| Provided material |
-.-.-
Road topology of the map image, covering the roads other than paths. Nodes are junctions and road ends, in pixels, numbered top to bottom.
-.-.-
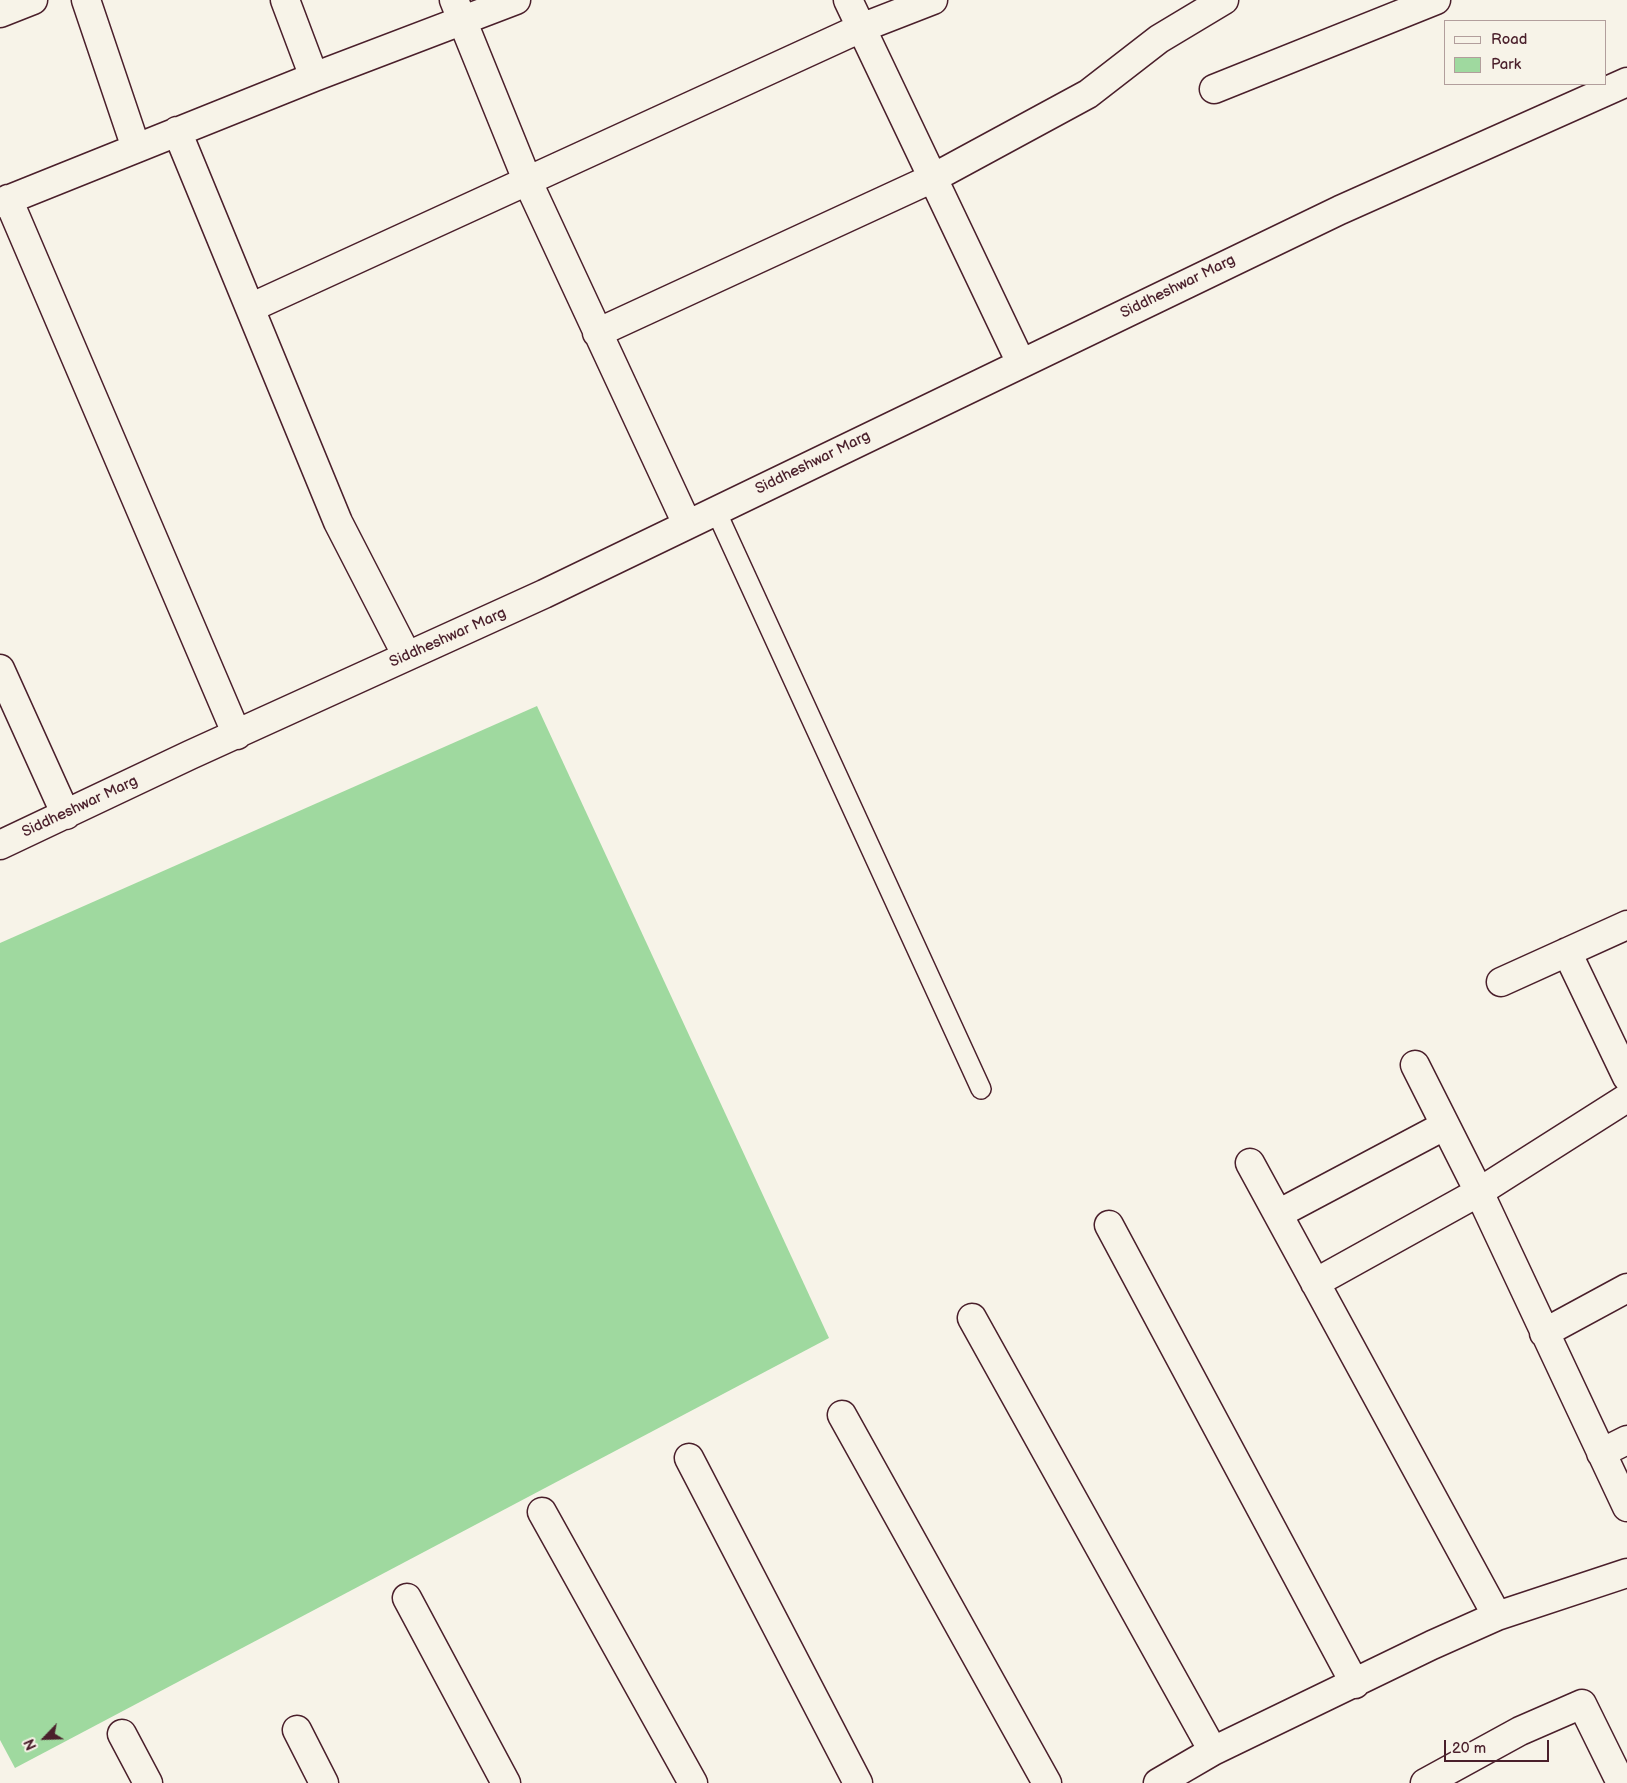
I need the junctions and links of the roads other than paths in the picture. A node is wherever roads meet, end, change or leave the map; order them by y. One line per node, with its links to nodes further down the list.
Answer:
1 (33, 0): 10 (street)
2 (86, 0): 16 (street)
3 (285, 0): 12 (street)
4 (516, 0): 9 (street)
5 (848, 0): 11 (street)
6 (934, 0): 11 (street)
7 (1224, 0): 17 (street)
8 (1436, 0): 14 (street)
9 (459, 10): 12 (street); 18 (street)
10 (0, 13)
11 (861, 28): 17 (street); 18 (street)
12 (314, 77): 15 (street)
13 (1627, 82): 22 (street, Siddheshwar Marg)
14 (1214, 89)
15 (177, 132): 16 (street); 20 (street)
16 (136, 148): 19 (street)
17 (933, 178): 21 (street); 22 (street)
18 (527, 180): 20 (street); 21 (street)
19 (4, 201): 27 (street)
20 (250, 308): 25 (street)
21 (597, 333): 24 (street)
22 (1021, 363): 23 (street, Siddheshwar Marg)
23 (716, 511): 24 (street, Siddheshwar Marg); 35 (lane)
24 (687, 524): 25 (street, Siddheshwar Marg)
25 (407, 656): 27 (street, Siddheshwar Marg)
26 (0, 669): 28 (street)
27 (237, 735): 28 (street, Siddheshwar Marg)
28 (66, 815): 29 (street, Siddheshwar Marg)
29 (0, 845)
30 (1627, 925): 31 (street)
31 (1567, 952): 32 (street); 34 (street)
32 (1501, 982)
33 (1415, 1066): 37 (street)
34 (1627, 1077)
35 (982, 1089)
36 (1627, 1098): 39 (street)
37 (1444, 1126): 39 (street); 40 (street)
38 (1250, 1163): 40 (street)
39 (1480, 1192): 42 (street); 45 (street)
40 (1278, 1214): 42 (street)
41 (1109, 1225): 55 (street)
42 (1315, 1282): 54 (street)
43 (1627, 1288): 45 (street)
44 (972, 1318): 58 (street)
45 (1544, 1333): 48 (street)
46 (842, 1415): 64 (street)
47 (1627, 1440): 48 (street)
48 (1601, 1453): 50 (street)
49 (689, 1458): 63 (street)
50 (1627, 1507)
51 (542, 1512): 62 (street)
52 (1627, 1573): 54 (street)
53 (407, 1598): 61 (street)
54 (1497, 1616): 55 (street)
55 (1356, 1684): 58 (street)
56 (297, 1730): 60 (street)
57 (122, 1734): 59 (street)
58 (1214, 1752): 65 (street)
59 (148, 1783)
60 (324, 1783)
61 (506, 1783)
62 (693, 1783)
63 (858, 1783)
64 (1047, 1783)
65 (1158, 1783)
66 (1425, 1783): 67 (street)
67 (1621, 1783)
-.-.-
From the entries, copy every line in which the string "paths" can be found.

Road topology of the map image, covering the roads other than paths. Nodes are junctions and road ends, in pixels, numbered top to bottom.
I need the junctions and links of the roads other than paths in the picture. A node is wherever roads meet, end, change or leave the map; order them by y. One line per node, with its links to nodes further down the list.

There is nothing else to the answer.